Barron's Interviews Cliff Asness

by: Roger Nusbaum

Here's a quote from Cliff Asness who was the subject of this week's interview in Barron's;

But it's actually worse for that 60-40 combination of stocks and bonds, and that's where a lot of people's intuition might fail them. The 60-40 portfolio has been cheaper than it is now 98% of the time.

Elsewhere he notes that domestic stocks have been cheaper than they are now 80% of the time, and that bonds have been cheaper than they are now 90% of the time. He says that usually when one of the two is expensive, investors can simply favor the cheaper asset but with both now expensive, in his view, that is where the 98% for the combo comes from.

Asness does not believe in the typical 60/40 mix or other similar mixes. He is a proponent of risk parity (you can read the interview or Google him to learn more thoroughly) in his funds which has a different look than 60/40 or 50/50.

There is an element of John Hussman's work in Asness' comments.

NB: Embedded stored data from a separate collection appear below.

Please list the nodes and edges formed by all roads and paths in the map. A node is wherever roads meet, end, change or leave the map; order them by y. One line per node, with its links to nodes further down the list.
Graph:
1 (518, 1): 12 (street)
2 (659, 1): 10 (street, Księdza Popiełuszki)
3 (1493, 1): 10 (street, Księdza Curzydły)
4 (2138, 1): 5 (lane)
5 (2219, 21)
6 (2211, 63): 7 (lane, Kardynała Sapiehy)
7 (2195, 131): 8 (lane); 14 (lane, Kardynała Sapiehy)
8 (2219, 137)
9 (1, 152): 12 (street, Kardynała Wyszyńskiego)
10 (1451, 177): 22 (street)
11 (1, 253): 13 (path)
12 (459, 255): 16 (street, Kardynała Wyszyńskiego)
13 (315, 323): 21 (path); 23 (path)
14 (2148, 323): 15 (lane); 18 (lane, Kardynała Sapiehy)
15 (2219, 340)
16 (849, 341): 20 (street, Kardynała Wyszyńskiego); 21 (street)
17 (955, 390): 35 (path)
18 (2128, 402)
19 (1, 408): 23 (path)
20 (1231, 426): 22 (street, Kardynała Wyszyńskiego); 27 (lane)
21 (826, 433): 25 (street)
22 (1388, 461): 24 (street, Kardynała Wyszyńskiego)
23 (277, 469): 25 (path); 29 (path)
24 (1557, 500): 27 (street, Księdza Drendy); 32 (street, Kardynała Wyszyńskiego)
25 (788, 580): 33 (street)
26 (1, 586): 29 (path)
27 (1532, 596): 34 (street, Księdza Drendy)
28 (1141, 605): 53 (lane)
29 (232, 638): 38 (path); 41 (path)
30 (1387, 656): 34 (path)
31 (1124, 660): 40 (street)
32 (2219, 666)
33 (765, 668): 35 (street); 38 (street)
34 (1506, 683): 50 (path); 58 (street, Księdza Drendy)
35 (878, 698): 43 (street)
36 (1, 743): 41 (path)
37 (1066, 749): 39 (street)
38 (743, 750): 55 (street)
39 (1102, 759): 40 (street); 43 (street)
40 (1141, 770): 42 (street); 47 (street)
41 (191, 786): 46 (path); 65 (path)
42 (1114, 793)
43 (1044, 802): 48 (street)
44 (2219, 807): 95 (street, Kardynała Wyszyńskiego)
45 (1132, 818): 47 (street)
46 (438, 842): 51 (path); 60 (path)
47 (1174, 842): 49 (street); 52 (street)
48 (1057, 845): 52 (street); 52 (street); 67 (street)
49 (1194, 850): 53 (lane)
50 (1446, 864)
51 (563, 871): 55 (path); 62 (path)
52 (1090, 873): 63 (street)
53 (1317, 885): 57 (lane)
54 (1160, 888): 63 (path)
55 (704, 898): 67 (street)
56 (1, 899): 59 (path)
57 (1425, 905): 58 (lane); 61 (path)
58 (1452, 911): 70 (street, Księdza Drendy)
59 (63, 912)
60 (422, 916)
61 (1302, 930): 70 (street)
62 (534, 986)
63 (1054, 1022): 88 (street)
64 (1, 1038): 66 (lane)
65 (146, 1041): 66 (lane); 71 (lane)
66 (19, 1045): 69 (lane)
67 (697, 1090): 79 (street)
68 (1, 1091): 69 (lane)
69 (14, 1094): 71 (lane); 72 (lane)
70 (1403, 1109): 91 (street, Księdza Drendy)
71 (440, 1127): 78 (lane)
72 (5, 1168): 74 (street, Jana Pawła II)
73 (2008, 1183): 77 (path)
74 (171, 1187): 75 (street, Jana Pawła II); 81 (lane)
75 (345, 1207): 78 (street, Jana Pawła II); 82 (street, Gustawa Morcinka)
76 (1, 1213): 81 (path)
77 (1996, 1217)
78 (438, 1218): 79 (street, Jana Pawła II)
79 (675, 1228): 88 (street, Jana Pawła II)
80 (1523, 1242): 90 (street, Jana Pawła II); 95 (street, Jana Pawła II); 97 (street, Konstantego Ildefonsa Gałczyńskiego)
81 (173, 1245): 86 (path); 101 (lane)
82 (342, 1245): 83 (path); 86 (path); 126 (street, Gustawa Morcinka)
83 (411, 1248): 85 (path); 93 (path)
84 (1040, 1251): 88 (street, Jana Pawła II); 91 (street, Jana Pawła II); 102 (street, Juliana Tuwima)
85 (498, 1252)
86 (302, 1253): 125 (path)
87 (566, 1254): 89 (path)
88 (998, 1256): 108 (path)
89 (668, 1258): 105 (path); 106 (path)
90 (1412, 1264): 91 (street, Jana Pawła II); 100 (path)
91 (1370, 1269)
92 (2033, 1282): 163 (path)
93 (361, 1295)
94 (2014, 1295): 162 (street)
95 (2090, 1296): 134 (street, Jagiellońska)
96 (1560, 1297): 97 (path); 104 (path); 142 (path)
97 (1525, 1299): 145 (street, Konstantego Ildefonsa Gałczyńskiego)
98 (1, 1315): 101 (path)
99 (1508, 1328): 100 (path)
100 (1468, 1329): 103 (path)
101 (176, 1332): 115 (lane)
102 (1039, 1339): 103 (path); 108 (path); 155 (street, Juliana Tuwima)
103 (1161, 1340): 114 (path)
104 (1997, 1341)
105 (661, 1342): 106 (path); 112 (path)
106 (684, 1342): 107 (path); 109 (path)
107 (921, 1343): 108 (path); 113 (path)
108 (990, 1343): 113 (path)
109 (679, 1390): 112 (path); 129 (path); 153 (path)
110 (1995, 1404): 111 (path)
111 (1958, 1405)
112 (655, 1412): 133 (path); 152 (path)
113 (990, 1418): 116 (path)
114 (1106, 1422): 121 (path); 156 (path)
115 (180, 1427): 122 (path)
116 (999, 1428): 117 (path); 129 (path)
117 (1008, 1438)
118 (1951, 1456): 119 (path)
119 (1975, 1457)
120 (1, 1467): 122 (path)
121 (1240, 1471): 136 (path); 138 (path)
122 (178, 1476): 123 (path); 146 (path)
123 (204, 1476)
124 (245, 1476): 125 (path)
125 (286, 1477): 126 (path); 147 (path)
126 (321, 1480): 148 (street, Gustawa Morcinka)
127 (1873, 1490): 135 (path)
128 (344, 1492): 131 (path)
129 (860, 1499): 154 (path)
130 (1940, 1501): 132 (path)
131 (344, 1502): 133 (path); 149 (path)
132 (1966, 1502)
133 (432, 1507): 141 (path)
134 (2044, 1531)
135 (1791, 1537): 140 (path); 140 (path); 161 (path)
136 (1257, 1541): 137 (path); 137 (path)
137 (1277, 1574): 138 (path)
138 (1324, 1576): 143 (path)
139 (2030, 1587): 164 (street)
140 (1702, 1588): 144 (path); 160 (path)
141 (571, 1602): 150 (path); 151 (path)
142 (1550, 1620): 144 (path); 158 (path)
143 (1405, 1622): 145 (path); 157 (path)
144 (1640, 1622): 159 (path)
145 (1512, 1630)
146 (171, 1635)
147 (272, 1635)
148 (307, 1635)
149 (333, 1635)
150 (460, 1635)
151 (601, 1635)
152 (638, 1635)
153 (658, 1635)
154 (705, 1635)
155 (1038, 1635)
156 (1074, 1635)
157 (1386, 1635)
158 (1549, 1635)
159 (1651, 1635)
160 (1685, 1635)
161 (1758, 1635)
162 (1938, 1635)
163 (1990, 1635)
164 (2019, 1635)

Hussman writes regularly about what he sees as current valuations for markets but takes it a step further than Asness (at least what Asness talked about in the interview) by quantifying what returns can be expected based on the prevailing valuation at the time. If Asness is drawing the correct conclusion then we might expect average returns to be weak until valuations become more favorable.

The last four and half years have offered very good equity returns and if Asness is correct then the next few years won't. If Asness is incorrect then maybe the good times will last. But there is an important thing to remember which is there is no playbook for the current situation we find ourselves in.

Many pundits we think of as being perma-bulls have been pointing to what they believe are improving fundamentals at companies and signs of recovery in macro data as well. Whatever the reality of improving fundies and macro recovery, it has occurred with the Fed keeping rates at zero and buying a lot of debt every month. Rates will still be at zero and they will still be buying a lot of debt even if they start to taper this month.

This raises the question of whether the bulls have been right for the right reasons or right for the wrong reasons. If the former is the case, then Asness' argument probably doesn't hold water. It is difficult to believe there isn't at least some right for the wrong reason embedded in this discussion. If you can accept that might be true then you should want to remain cautious.